Bu göç, nehir sularının denize dökülmesiyle, tatlı su ile tuzlu su arasındaki çatışma gibi bir süreci de beraberinde başlatır.
Kentin kenar mahallerinde yaşayan göçmenler, çalıştıkları işlere bağlı olarak, kendilerini kentin asıl sahibi olarak görenlerin semtlerine giderler. Onun dışında çok merak ederse, ihtişamlı binaların önünden, müzelere girmeden, kafe ve restoranlarda oturmadan, metro ile dört durak ilerideki semtine döner.
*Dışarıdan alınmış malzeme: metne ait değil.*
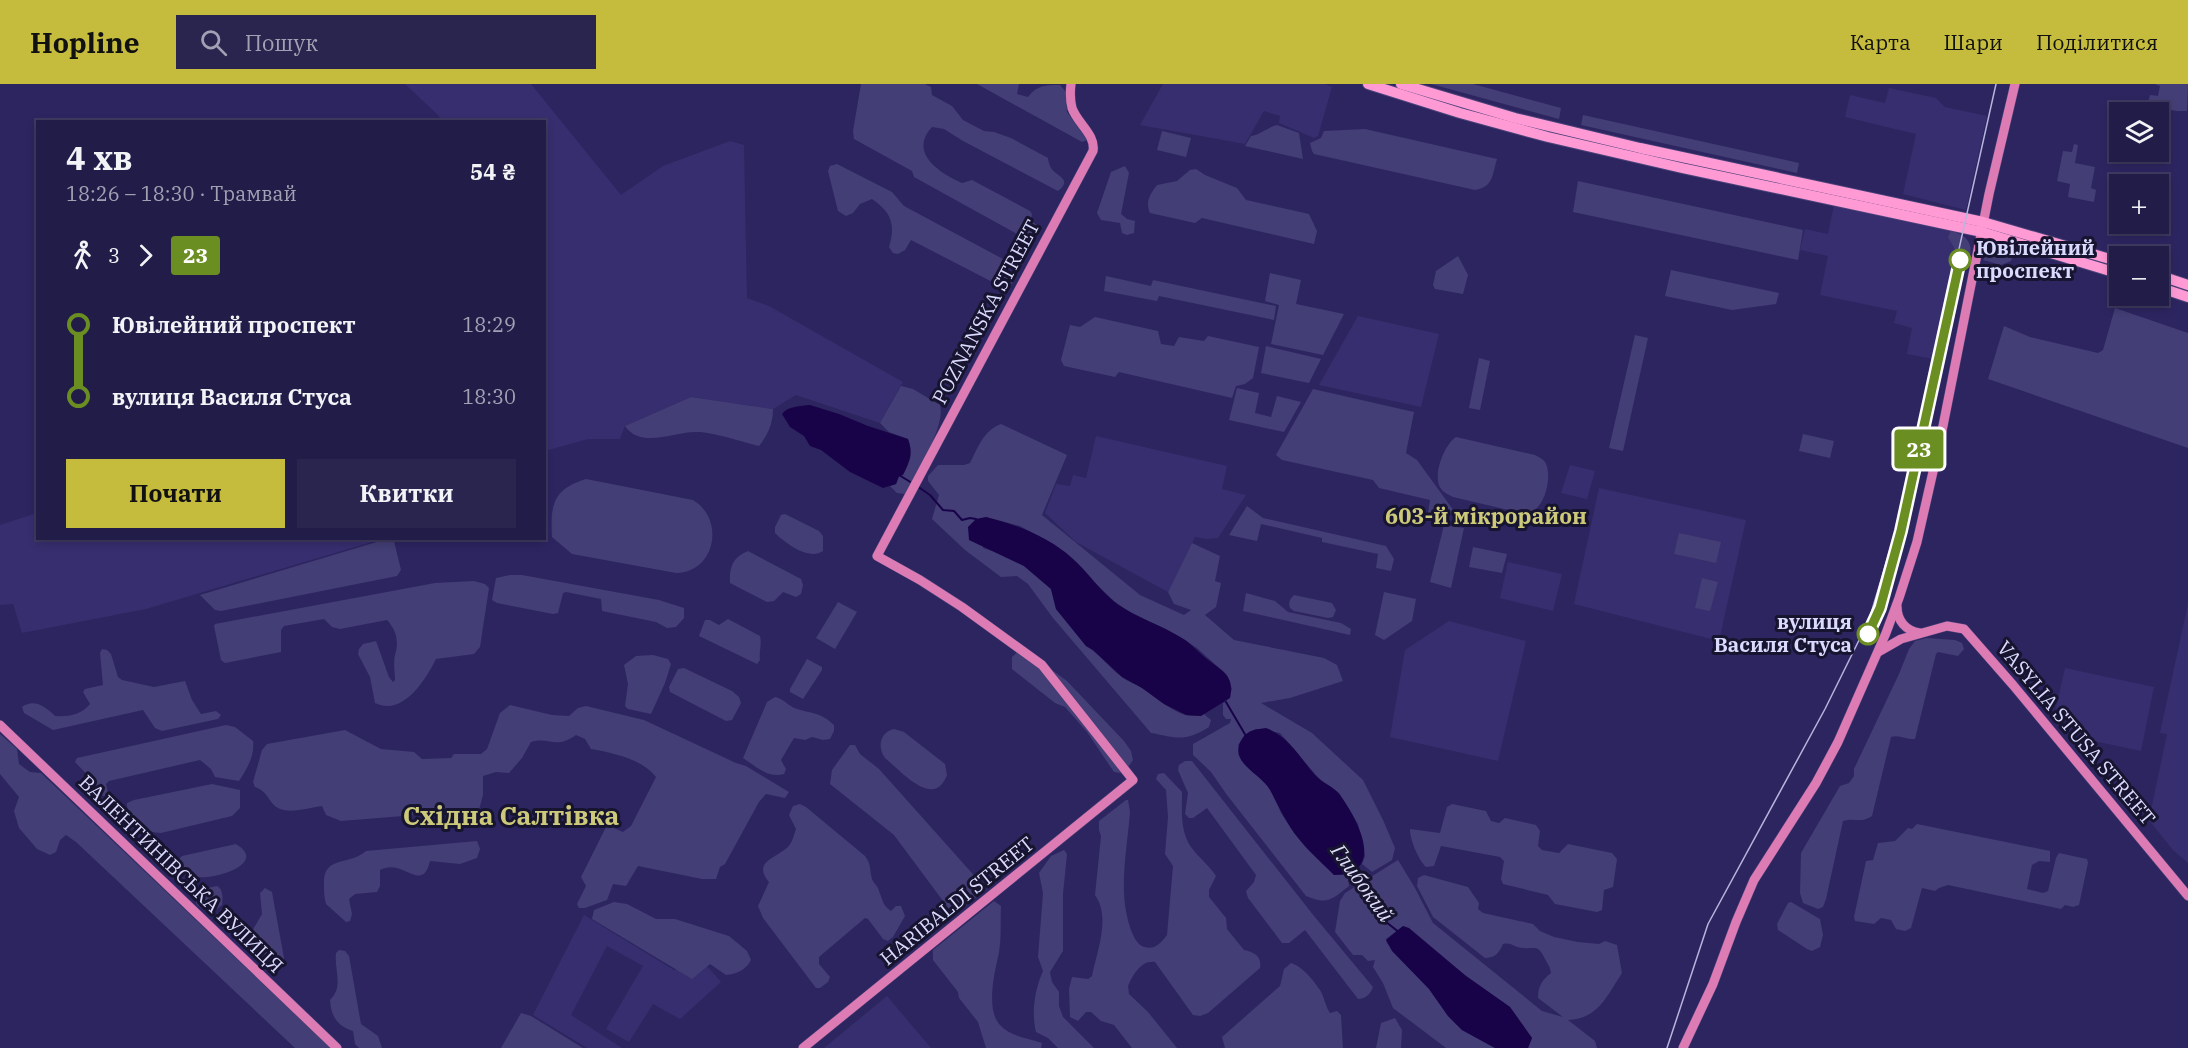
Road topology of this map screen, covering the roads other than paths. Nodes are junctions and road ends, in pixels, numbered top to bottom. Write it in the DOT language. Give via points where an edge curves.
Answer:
graph roads {
  1 [pos="1071,84"];
  2 [pos="1368,84"];
  3 [pos="1401,84"];
  4 [pos="2015,84"];
  5 [pos="1514,123"];
  6 [pos="1982,227"];
  7 [pos="2109,259"];
  8 [pos="2109,270"];
  9 [pos="2169,279"];
  10 [pos="2188,285"];
  11 [pos="2169,291"];
  12 [pos="2188,297"];
  13 [pos="1896,606"];
  14 [pos="1920,633"];
  15 [pos="1878,652"];
  16 [pos="0,725"];
  17 [pos="1133,780"];
  18 [pos="2188,896"];
  19 [pos="337,1048"];
  20 [pos="803,1048"];
  21 [pos="1683,1048"];
  1 -- 17 [label="street, POZNANSKA STREET" via="1073,109 1091,138 1092,151 877,556 962,607 1042,666"];
  2 -- 5 [label="main road"];
  3 -- 5 [label="main road"];
  4 -- 6 [label="street"];
  5 -- 6 [label="main road"];
  6 -- 7 [label="main road"];
  6 -- 8 [label="main road"];
  6 -- 13 [label="street" via="1938,452 1917,542"];
  9 -- 10 [label="main road"];
  11 -- 12 [label="main road"];
  13 -- 14 [label="street" via="1903,624"];
  13 -- 15 [label="street"];
  14 -- 15 [label="street, VASYLIA STUSA STREET" via="1892,642"];
  14 -- 18 [label="street, VASYLIA STUSA STREET" via="1947,626 1964,629"];
  15 -- 21 [label="street" via="1816,783 1754,880"];
  16 -- 19 [label="street, ВАЛЕНТИНІВСЬКА ВУЛИЦЯ"];
  17 -- 20 [label="street, HARIBALDI STREET"];
}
Eskiden Viyana merkezini Çek asıllı tuğla işçileri pek gezemezdi. Çünkü eskiden, kent merkezi aristokların dışında hizmetliler ve memurların girebildiği alanlardı. Zira kent merkezi, Kemer (Gürtel) adı verilen surlarla çevriliydi.
O gün monarşinin fiili engellemesi, günümüzde ekonomik ve kültürel olarak, sınıfsal çerçevede engellenmektedir.
Viyana sokaklarıyla başlayan kent planlaması, cadde, bulvar ve meydanlar olarak ilerler. Her sokak caddeye, her cadde bulvara ve her bulvarın sonunda bir meydan olması, insanın doğadan yararlanarak yaşam alanlarını şekillendirdiğini gösterse de bizim caddeler, bulvarlara ve meydanlara çıkmıyor.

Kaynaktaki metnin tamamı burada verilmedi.